Materials and Labor Requirements

Direct materials - Wood 5 board feet per snowboard

Direct materials - Fiberglass 6 yards per snowboard

Direct Manufacturing labor 5 hours per snowboard

Slopes' CEO expects to sell 1,000 snowboards during 2012 at an estimated retail price of $450 per board. Further the CEO expects 2012 beginning inventory of 100 snowboards and would like to end 2012 with 200 snowboards in stock.

Direct Materials Inventories

Beginning Inventory 1/1/2012 Ending Inventory 12/31/2012

Wood 2,000 board ft 1,500 board ft.

Fiberglass 1,000 yds 2,000 yds.

Variable manufacturing overhead if $7 per direct manufacturing labor-hour. There are also $66,000 in fixed manufacturing overhead costs budgeted for 2012. Slopes combines both variable and fixed manufacturing overhead into a single rate based on direct manufacturing labor-hours. Variable marketing costs are allocated at the rate of $250 per sales visit. The marketing plan calls for 30 sales visits during 2012. Finally, there are $30,000 in fixed nonmanufacturing costs budgeted for 2012.

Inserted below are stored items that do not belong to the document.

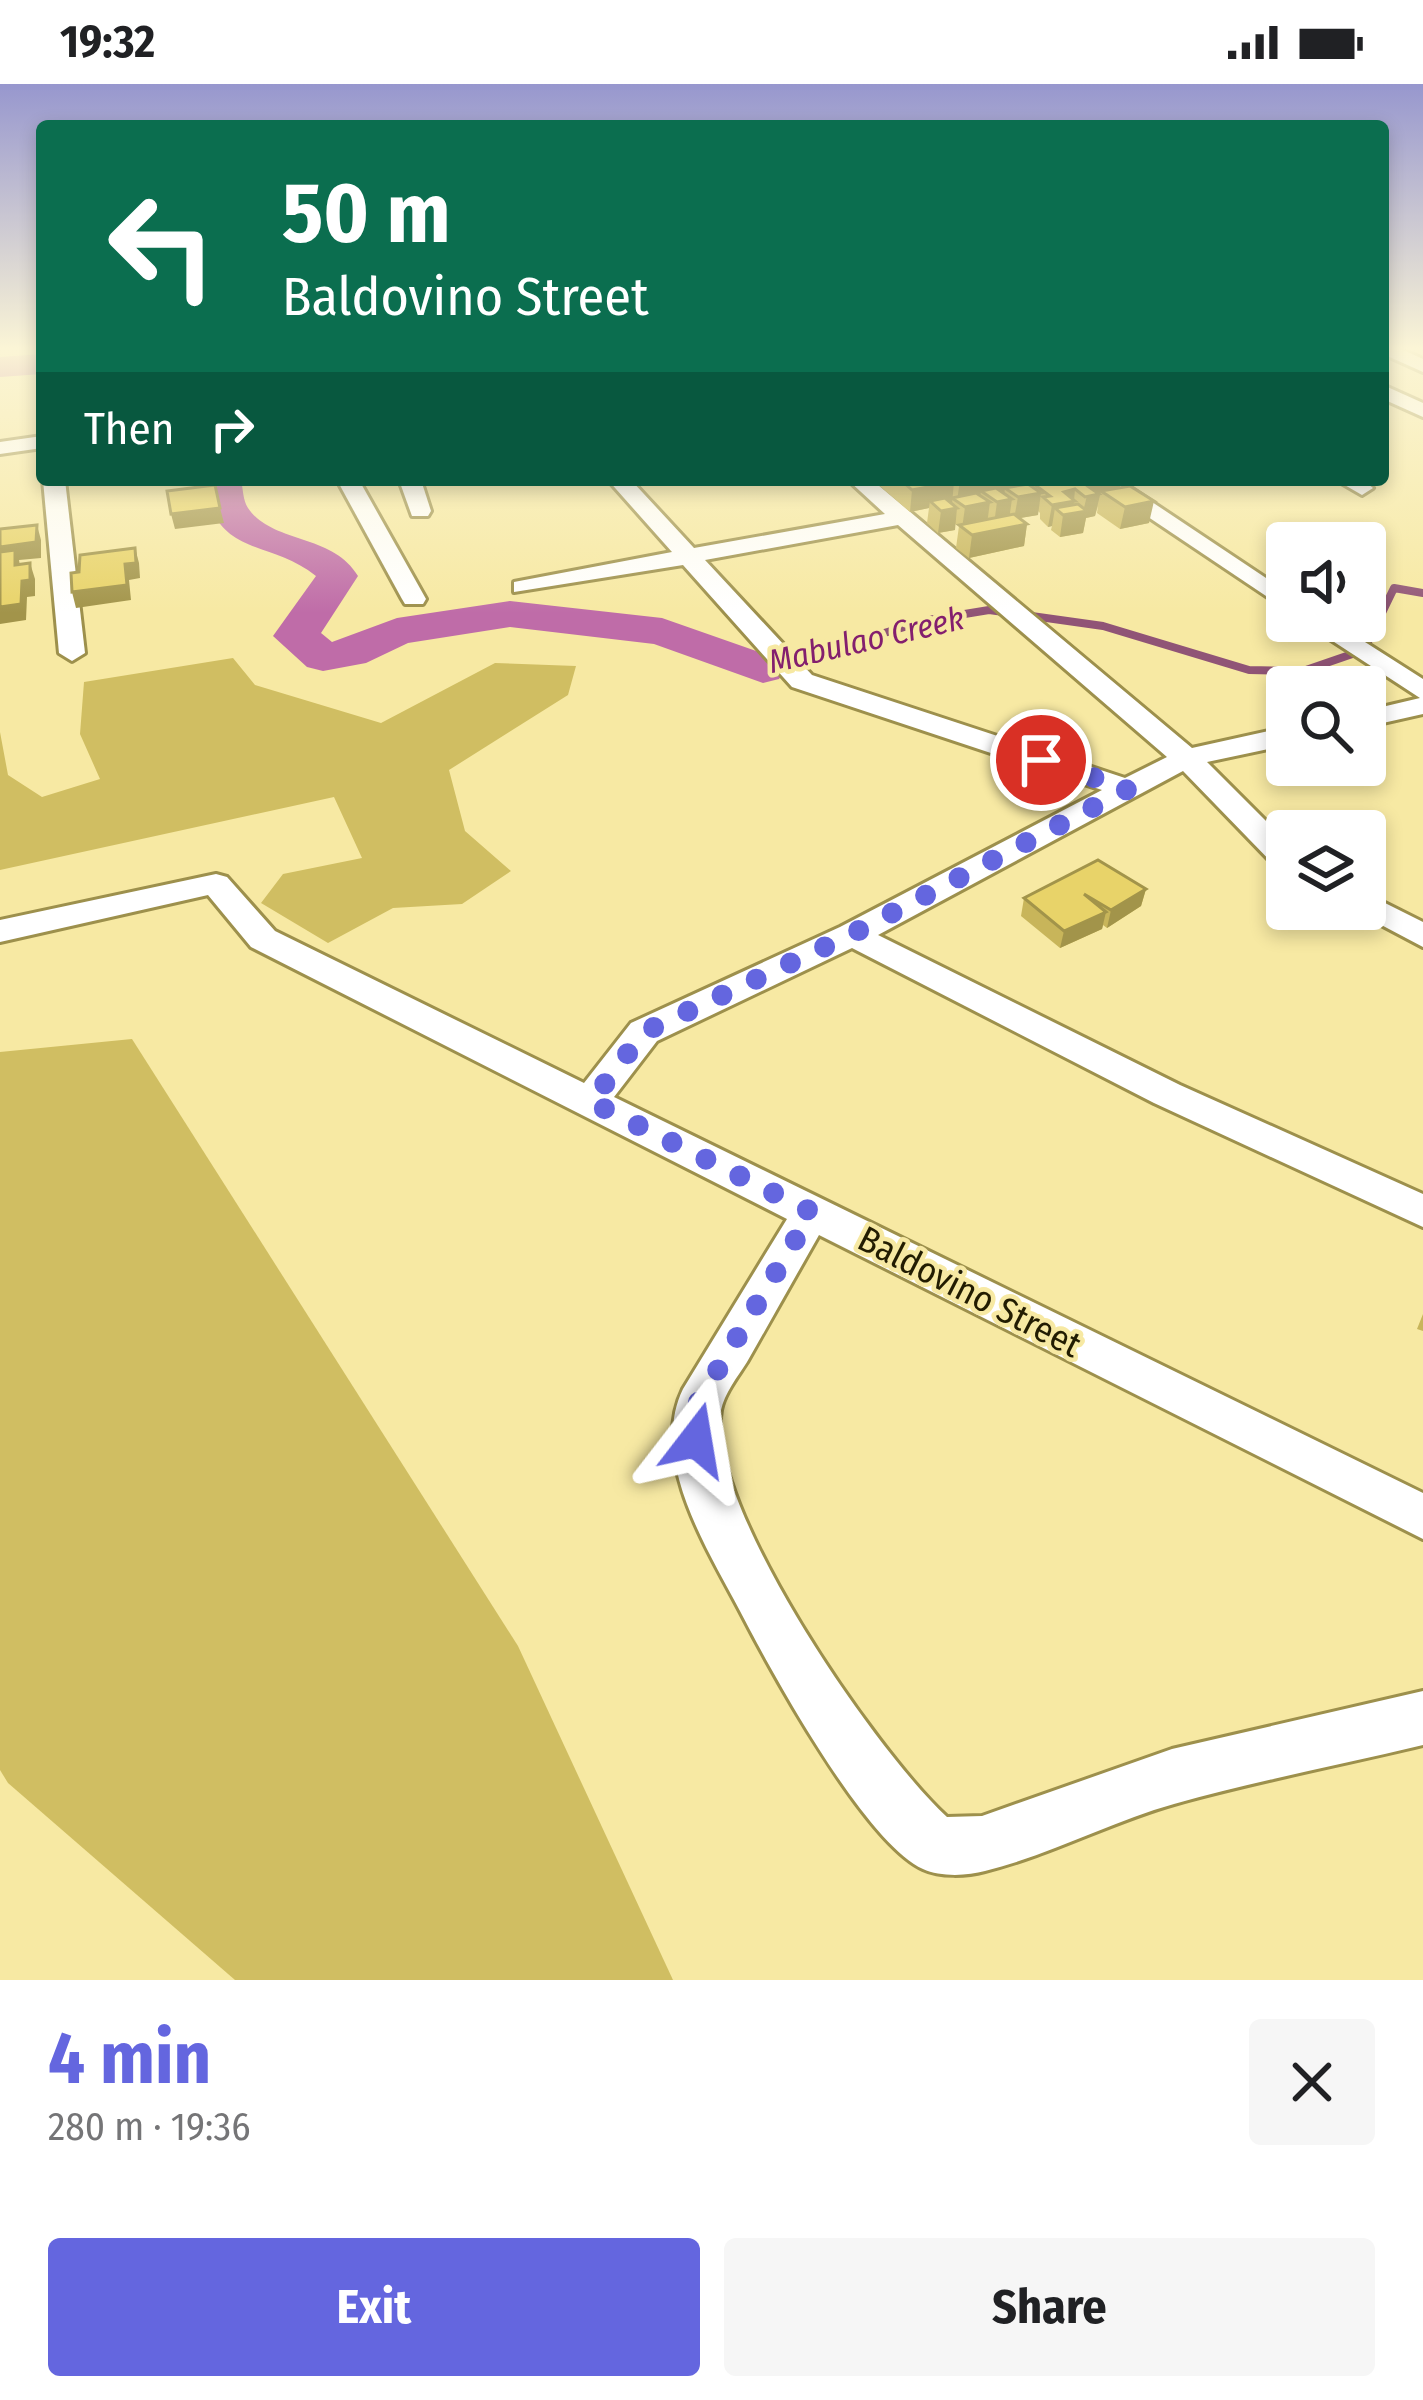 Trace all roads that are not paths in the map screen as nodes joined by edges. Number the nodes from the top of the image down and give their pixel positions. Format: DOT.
graph roads {
  1 [pos="36,443"];
  2 [pos="0,448"];
  3 [pos="56,486"];
  4 [pos="351,486"];
  5 [pos="412,486"];
  6 [pos="625,486"];
  7 [pos="866,486"];
  8 [pos="1113,486"];
  9 [pos="420,511"];
  10 [pos="903,517"];
  11 [pos="690,556"];
  12 [pos="523,587"];
  13 [pos="1266,589"];
  14 [pos="414,599"];
  15 [pos="1347,642"];
  16 [pos="72,653"];
  17 [pos="1423,692"];
  18 [pos="1423,706"];
  19 [pos="1386,714"];
  20 [pos="1266,741"];
  21 [pos="1186,758"];
  22 [pos="1128,789"];
  23 [pos="1266,839"];
  24 [pos="1386,915"];
  25 [pos="0,931"];
  26 [pos="852,934"];
  27 [pos="1423,936"];
  28 [pos="591,1102"];
  29 [pos="1423,1211"];
  30 [pos="812,1212"];
  31 [pos="1423,1517"];
  32 [pos="1423,1718"];
  1 -- 2 [label="street"];
  3 -- 16 [label="street"];
  4 -- 14 [label="street"];
  5 -- 9 [label="street"];
  6 -- 11 [label="street"];
  7 -- 10 [label="street"];
  8 -- 13 [label="street"];
  10 -- 11 [label="street"];
  10 -- 21 [label="street"];
  11 -- 12 [label="street"];
  11 -- 22 [label="street"];
  15 -- 17 [label="street"];
  18 -- 19 [label="street"];
  20 -- 21 [label="street"];
  21 -- 22 [label="street"];
  21 -- 23 [label="street"];
  22 -- 26 [label="street"];
  24 -- 27 [label="street"];
  25 -- 28 [label="street, Baldovino Street"];
  26 -- 28 [label="street"];
  26 -- 29 [label="street"];
  28 -- 30 [label="street, Baldovino Street"];
  30 -- 31 [label="street, Baldovino Street"];
  30 -- 32 [label="street"];
}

Other data include the following:

2011 Unit Price 2012 Unit Price

Wood $28.00 per b.f. $30.00 per b.f.

Fiberglass $4.80 per yard $5.00 per yard

Direct manufacturing labor $24.00 per hour $25.00 per hour

The inventoriable unit cost for ending finished goods inventory on December 31, 2011, is $374.80. Assume Slopes uses a FIFO inventory method for both direct materials and finished goods. Ignore work in process in your calculations.

Prepare the 2012 revenues budget, production budget, direct materials usage and purchase budgets, and direct manufacturing labor budget.